What the task asks: An exact transcript of every entry is required, without any of the pictures.

Stored data:
>>

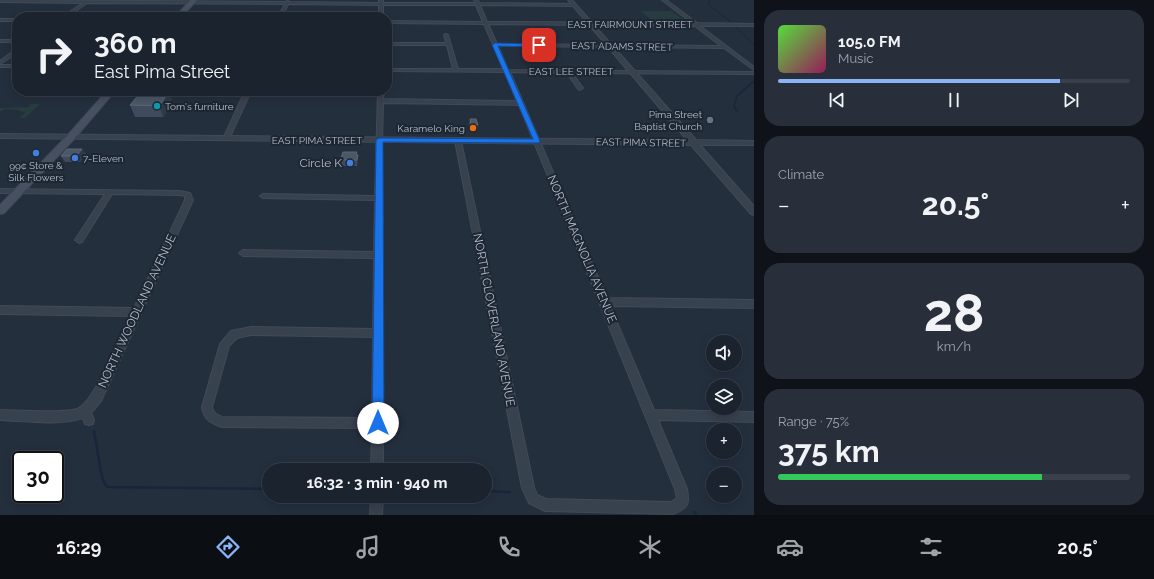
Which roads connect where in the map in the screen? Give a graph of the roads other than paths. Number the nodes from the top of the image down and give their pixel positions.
1 (514, 0) edge
2 (664, 0) edge
3 (0, 1) edge
4 (87, 1) edge
5 (193, 1) edge
6 (287, 2) edge
7 (381, 2) edge
8 (477, 2) edge
9 (572, 3) edge
10 (517, 5) junction
11 (71, 12) edge
12 (183, 12) edge
13 (282, 12) edge
14 (382, 12) edge
15 (0, 20) edge
16 (12, 20) edge
17 (392, 22) edge
18 (486, 23) junction
19 (590, 24) junction
20 (696, 24) junction
21 (754, 25) edge
22 (446, 35) dead end
23 (0, 41) edge
24 (12, 41) edge
25 (392, 44) edge
26 (449, 44) junction
27 (495, 45) junction
28 (610, 46) junction
29 (724, 47) junction
30 (12, 55) edge
31 (0, 63) edge
32 (0, 66) edge
33 (12, 66) edge
34 (754, 69) edge
35 (392, 70) edge
36 (456, 70) junction
37 (506, 71) junction
38 (568, 71) junction
39 (633, 71) junction
40 (754, 73) edge
41 (580, 88) dead end
42 (107, 96) edge
43 (246, 96) edge
44 (380, 96) edge
45 (380, 101) junction
46 (520, 103) junction
47 (0, 136) edge
48 (71, 137) junction
49 (226, 139) junction
50 (379, 140) junction
51 (458, 140) junction
52 (537, 141) junction
53 (695, 143) junction
54 (754, 143) edge
55 (0, 191) edge
56 (18, 191) junction
57 (109, 193) junction
58 (263, 196) dead end
59 (379, 198) junction
60 (0, 211) edge
61 (754, 212) edge
62 (79, 240) dead end
63 (243, 253) dead end
64 (378, 255) junction
65 (604, 302) junction
66 (754, 304) edge
67 (0, 310) edge
68 (136, 312) junction
69 (378, 333) junction
70 (0, 414) edge
71 (651, 416) junction
72 (754, 417) edge
73 (378, 423) junction
74 (377, 463) edge
75 (683, 501) joint
76 (377, 503) edge
77 (376, 515) edge

1 - 10 street
2 - 20 street
3 - 4 street
4 - 5 street
4 - 11 street
5 - 6 street
5 - 12 main road
6 - 7 street
6 - 13 street
7 - 8 street
7 - 14 street
8 - 10 street
8 - 18 street, NORTH MAGNOLIA AVENUE
9 - 10 street
9 - 19 street
15 - 16 street
17 - 18 street, EAST FAIRMOUNT STREET
18 - 19 street, EAST FAIRMOUNT STREET
18 - 27 street, NORTH MAGNOLIA AVENUE
19 - 20 street, EAST FAIRMOUNT STREET
19 - 28 street
20 - 21 street, EAST FAIRMOUNT STREET
20 - 29 street
22 - 26 street
23 - 24 street
25 - 26 street
26 - 36 street
27 - 28 street, EAST ADAMS STREET
27 - 37 street, NORTH MAGNOLIA AVENUE
28 - 29 street, EAST ADAMS STREET
28 - 39 street
29 - 34 street
30 - 31 street
32 - 33 street
35 - 36 street, EAST LEE STREET
36 - 37 street, EAST LEE STREET
37 - 38 street, EAST LEE STREET
37 - 46 street, NORTH MAGNOLIA AVENUE
38 - 39 street, EAST LEE STREET
38 - 41 street
39 - 40 street, EAST LEE STREET
39 - 53 street
42 - 48 main road
43 - 49 street
44 - 45 street
45 - 46 street
45 - 50 street
46 - 52 street, NORTH MAGNOLIA AVENUE
47 - 48 street, EAST PIMA STREET
48 - 49 street, EAST PIMA STREET
48 - 56 main road
49 - 50 street, EAST PIMA STREET
50 - 51 street, EAST PIMA STREET
50 - 59 street
51 - 52 street, EAST PIMA STREET
51 - 75 street, NORTH CLOVERLAND AVENUE
52 - 53 street, EAST PIMA STREET
52 - 65 street, NORTH MAGNOLIA AVENUE
53 - 54 street, EAST PIMA STREET
53 - 61 street
55 - 56 street
56 - 57 street
56 - 60 main road
57 - 62 street
57 - 68 street, NORTH WOODLAND AVENUE
58 - 59 street
59 - 64 street
63 - 64 street
64 - 69 street
65 - 66 street
65 - 71 street, NORTH MAGNOLIA AVENUE
67 - 68 street
68 - 70 street, NORTH WOODLAND AVENUE
69 - 73 street
69 - 73 street
71 - 72 street
71 - 75 street, NORTH MAGNOLIA AVENUE
73 - 74 street
76 - 77 street

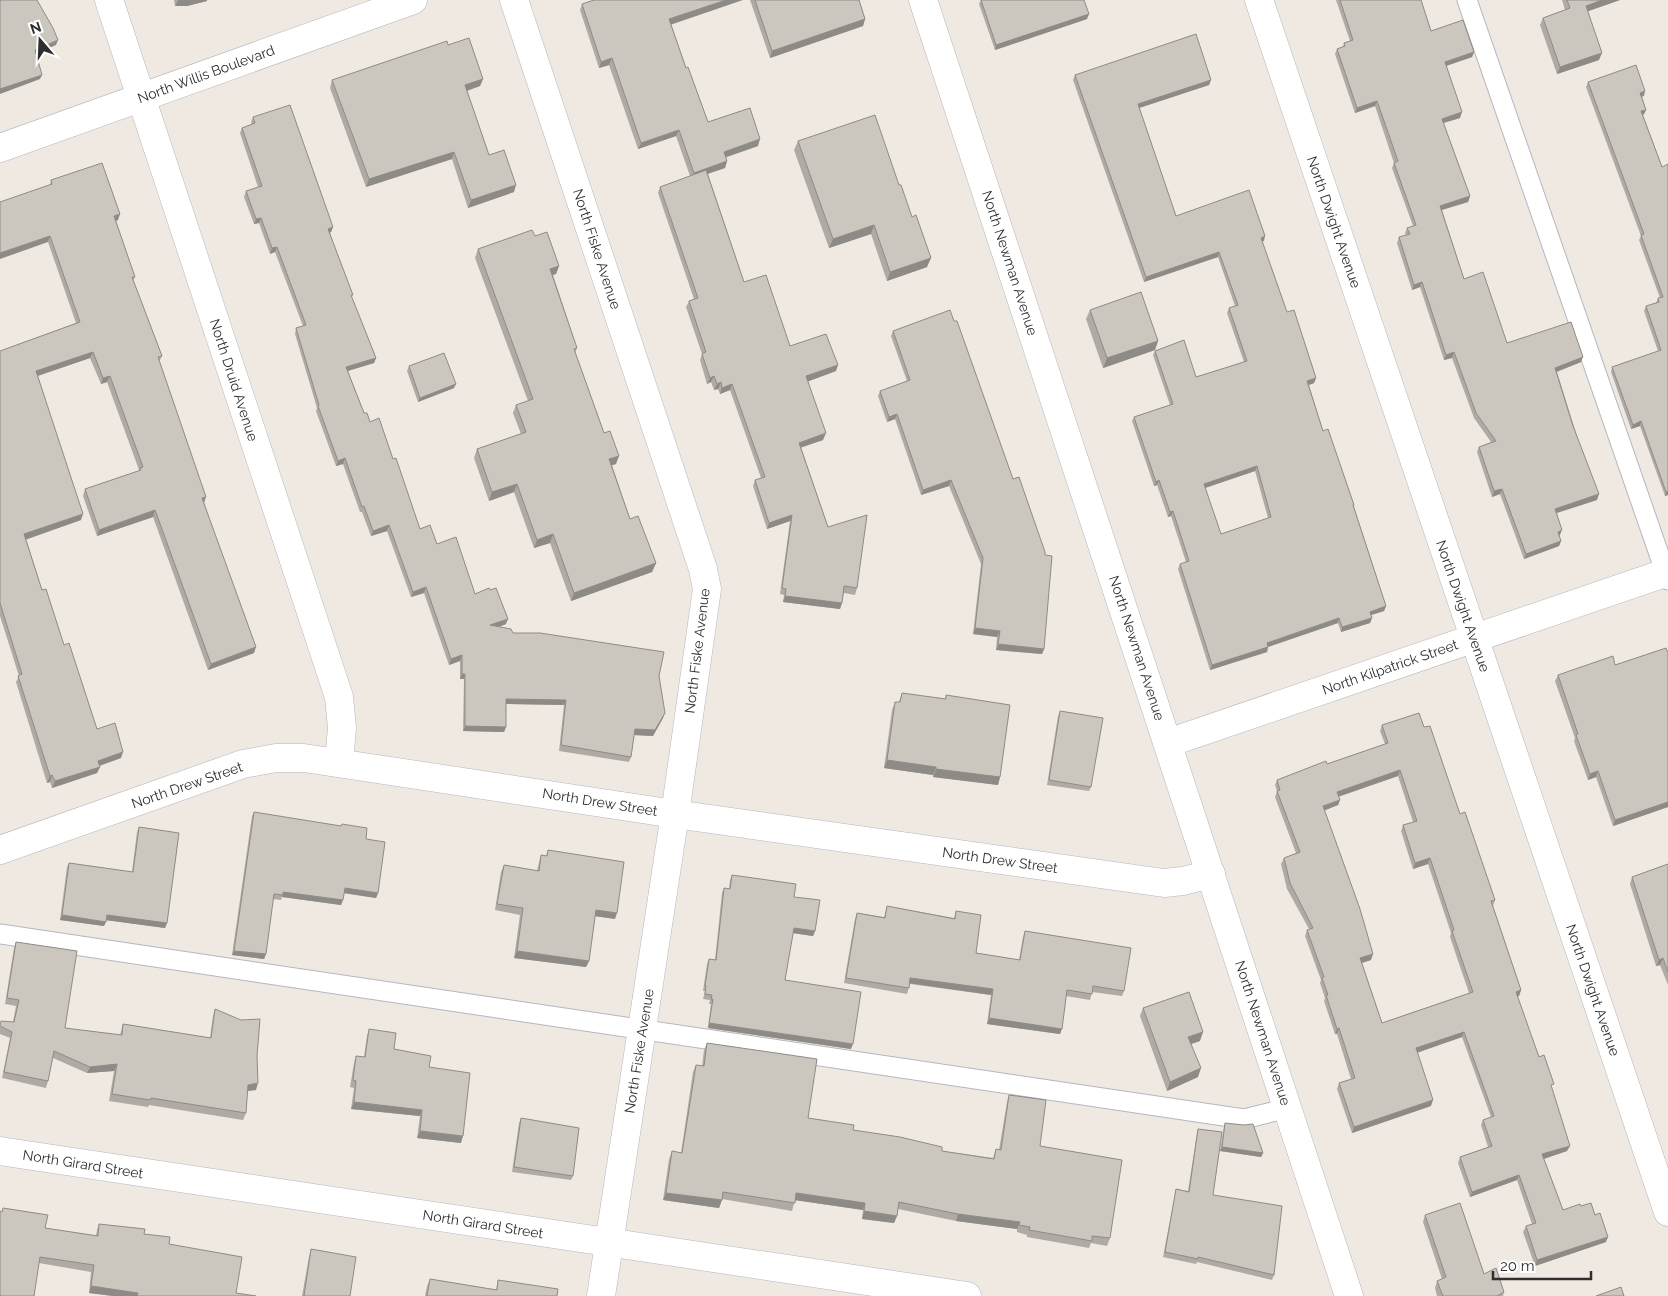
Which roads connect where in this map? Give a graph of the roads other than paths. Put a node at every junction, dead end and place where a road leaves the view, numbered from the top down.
1 (109, 0) edge
2 (413, 0) edge
3 (514, 0) edge
4 (923, 0) edge
5 (1259, 0) edge
6 (1467, 0) edge
7 (141, 97) junction
8 (0, 148) edge
9 (1667, 575) edge
10 (1474, 638) junction
11 (1168, 743) junction
12 (339, 762) junction
13 (675, 814) junction
14 (0, 850) edge
15 (1211, 874) junction
16 (0, 934) edge
17 (642, 1030) junction
18 (1288, 1108) junction
19 (0, 1151) edge
20 (1668, 1212) edge
21 (609, 1243) junction
22 (601, 1296) edge
23 (967, 1296) edge
24 (1349, 1296) edge

1 - 7 street, North Druid Avenue
2 - 7 street, North Willis Boulevard
3 - 13 street, North Fiske Avenue
4 - 11 street, North Newman Avenue
5 - 10 street, North Dwight Avenue
6 - 9 lane
7 - 8 street, North Willis Boulevard
7 - 12 street, North Druid Avenue
9 - 10 street, North Kilpatrick Street
10 - 11 street, North Kilpatrick Street
10 - 20 street, North Dwight Avenue
11 - 15 street, North Newman Avenue
12 - 13 street, North Drew Street
12 - 14 street, North Drew Street
13 - 15 street, North Drew Street
13 - 17 street, North Fiske Avenue
15 - 18 street, North Newman Avenue
16 - 17 lane
17 - 18 lane
17 - 21 street, North Fiske Avenue
18 - 24 street, North Newman Avenue
19 - 21 street, North Girard Street
21 - 22 street, North Fiske Avenue
21 - 23 street, North Girard Street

<<

Result for this exercise:
Which roads connect where in the map in the screen? Give a graph of the roads other than paths. Number the nodes from the top of the image down and give their pixel positions.
1 (514, 0) edge
2 (664, 0) edge
3 (0, 1) edge
4 (87, 1) edge
5 (193, 1) edge
6 (287, 2) edge
7 (381, 2) edge
8 (477, 2) edge
9 (572, 3) edge
10 (517, 5) junction
11 (71, 12) edge
12 (183, 12) edge
13 (282, 12) edge
14 (382, 12) edge
15 (0, 20) edge
16 (12, 20) edge
17 (392, 22) edge
18 (486, 23) junction
19 (590, 24) junction
20 (696, 24) junction
21 (754, 25) edge
22 (446, 35) dead end
23 (0, 41) edge
24 (12, 41) edge
25 (392, 44) edge
26 (449, 44) junction
27 (495, 45) junction
28 (610, 46) junction
29 (724, 47) junction
30 (12, 55) edge
31 (0, 63) edge
32 (0, 66) edge
33 (12, 66) edge
34 (754, 69) edge
35 (392, 70) edge
36 (456, 70) junction
37 (506, 71) junction
38 (568, 71) junction
39 (633, 71) junction
40 (754, 73) edge
41 (580, 88) dead end
42 (107, 96) edge
43 (246, 96) edge
44 (380, 96) edge
45 (380, 101) junction
46 (520, 103) junction
47 (0, 136) edge
48 (71, 137) junction
49 (226, 139) junction
50 (379, 140) junction
51 (458, 140) junction
52 (537, 141) junction
53 (695, 143) junction
54 (754, 143) edge
55 (0, 191) edge
56 (18, 191) junction
57 (109, 193) junction
58 (263, 196) dead end
59 (379, 198) junction
60 (0, 211) edge
61 (754, 212) edge
62 (79, 240) dead end
63 (243, 253) dead end
64 (378, 255) junction
65 (604, 302) junction
66 (754, 304) edge
67 (0, 310) edge
68 (136, 312) junction
69 (378, 333) junction
70 (0, 414) edge
71 (651, 416) junction
72 (754, 417) edge
73 (378, 423) junction
74 (377, 463) edge
75 (683, 501) joint
76 (377, 503) edge
77 (376, 515) edge

1 - 10 street
2 - 20 street
3 - 4 street
4 - 5 street
4 - 11 street
5 - 6 street
5 - 12 main road
6 - 7 street
6 - 13 street
7 - 8 street
7 - 14 street
8 - 10 street
8 - 18 street, NORTH MAGNOLIA AVENUE
9 - 10 street
9 - 19 street
15 - 16 street
17 - 18 street, EAST FAIRMOUNT STREET
18 - 19 street, EAST FAIRMOUNT STREET
18 - 27 street, NORTH MAGNOLIA AVENUE
19 - 20 street, EAST FAIRMOUNT STREET
19 - 28 street
20 - 21 street, EAST FAIRMOUNT STREET
20 - 29 street
22 - 26 street
23 - 24 street
25 - 26 street
26 - 36 street
27 - 28 street, EAST ADAMS STREET
27 - 37 street, NORTH MAGNOLIA AVENUE
28 - 29 street, EAST ADAMS STREET
28 - 39 street
29 - 34 street
30 - 31 street
32 - 33 street
35 - 36 street, EAST LEE STREET
36 - 37 street, EAST LEE STREET
37 - 38 street, EAST LEE STREET
37 - 46 street, NORTH MAGNOLIA AVENUE
38 - 39 street, EAST LEE STREET
38 - 41 street
39 - 40 street, EAST LEE STREET
39 - 53 street
42 - 48 main road
43 - 49 street
44 - 45 street
45 - 46 street
45 - 50 street
46 - 52 street, NORTH MAGNOLIA AVENUE
47 - 48 street, EAST PIMA STREET
48 - 49 street, EAST PIMA STREET
48 - 56 main road
49 - 50 street, EAST PIMA STREET
50 - 51 street, EAST PIMA STREET
50 - 59 street
51 - 52 street, EAST PIMA STREET
51 - 75 street, NORTH CLOVERLAND AVENUE
52 - 53 street, EAST PIMA STREET
52 - 65 street, NORTH MAGNOLIA AVENUE
53 - 54 street, EAST PIMA STREET
53 - 61 street
55 - 56 street
56 - 57 street
56 - 60 main road
57 - 62 street
57 - 68 street, NORTH WOODLAND AVENUE
58 - 59 street
59 - 64 street
63 - 64 street
64 - 69 street
65 - 66 street
65 - 71 street, NORTH MAGNOLIA AVENUE
67 - 68 street
68 - 70 street, NORTH WOODLAND AVENUE
69 - 73 street
69 - 73 street
71 - 72 street
71 - 75 street, NORTH MAGNOLIA AVENUE
73 - 74 street
76 - 77 street

Which roads connect where in this map? Give a graph of the roads other than paths. Put a node at every junction, dead end and place where a road leaves the view, numbered from the top down.
1 (109, 0) edge
2 (413, 0) edge
3 (514, 0) edge
4 (923, 0) edge
5 (1259, 0) edge
6 (1467, 0) edge
7 (141, 97) junction
8 (0, 148) edge
9 (1667, 575) edge
10 (1474, 638) junction
11 (1168, 743) junction
12 (339, 762) junction
13 (675, 814) junction
14 (0, 850) edge
15 (1211, 874) junction
16 (0, 934) edge
17 (642, 1030) junction
18 (1288, 1108) junction
19 (0, 1151) edge
20 (1668, 1212) edge
21 (609, 1243) junction
22 (601, 1296) edge
23 (967, 1296) edge
24 (1349, 1296) edge

1 - 7 street, North Druid Avenue
2 - 7 street, North Willis Boulevard
3 - 13 street, North Fiske Avenue
4 - 11 street, North Newman Avenue
5 - 10 street, North Dwight Avenue
6 - 9 lane
7 - 8 street, North Willis Boulevard
7 - 12 street, North Druid Avenue
9 - 10 street, North Kilpatrick Street
10 - 11 street, North Kilpatrick Street
10 - 20 street, North Dwight Avenue
11 - 15 street, North Newman Avenue
12 - 13 street, North Drew Street
12 - 14 street, North Drew Street
13 - 15 street, North Drew Street
13 - 17 street, North Fiske Avenue
15 - 18 street, North Newman Avenue
16 - 17 lane
17 - 18 lane
17 - 21 street, North Fiske Avenue
18 - 24 street, North Newman Avenue
19 - 21 street, North Girard Street
21 - 22 street, North Fiske Avenue
21 - 23 street, North Girard Street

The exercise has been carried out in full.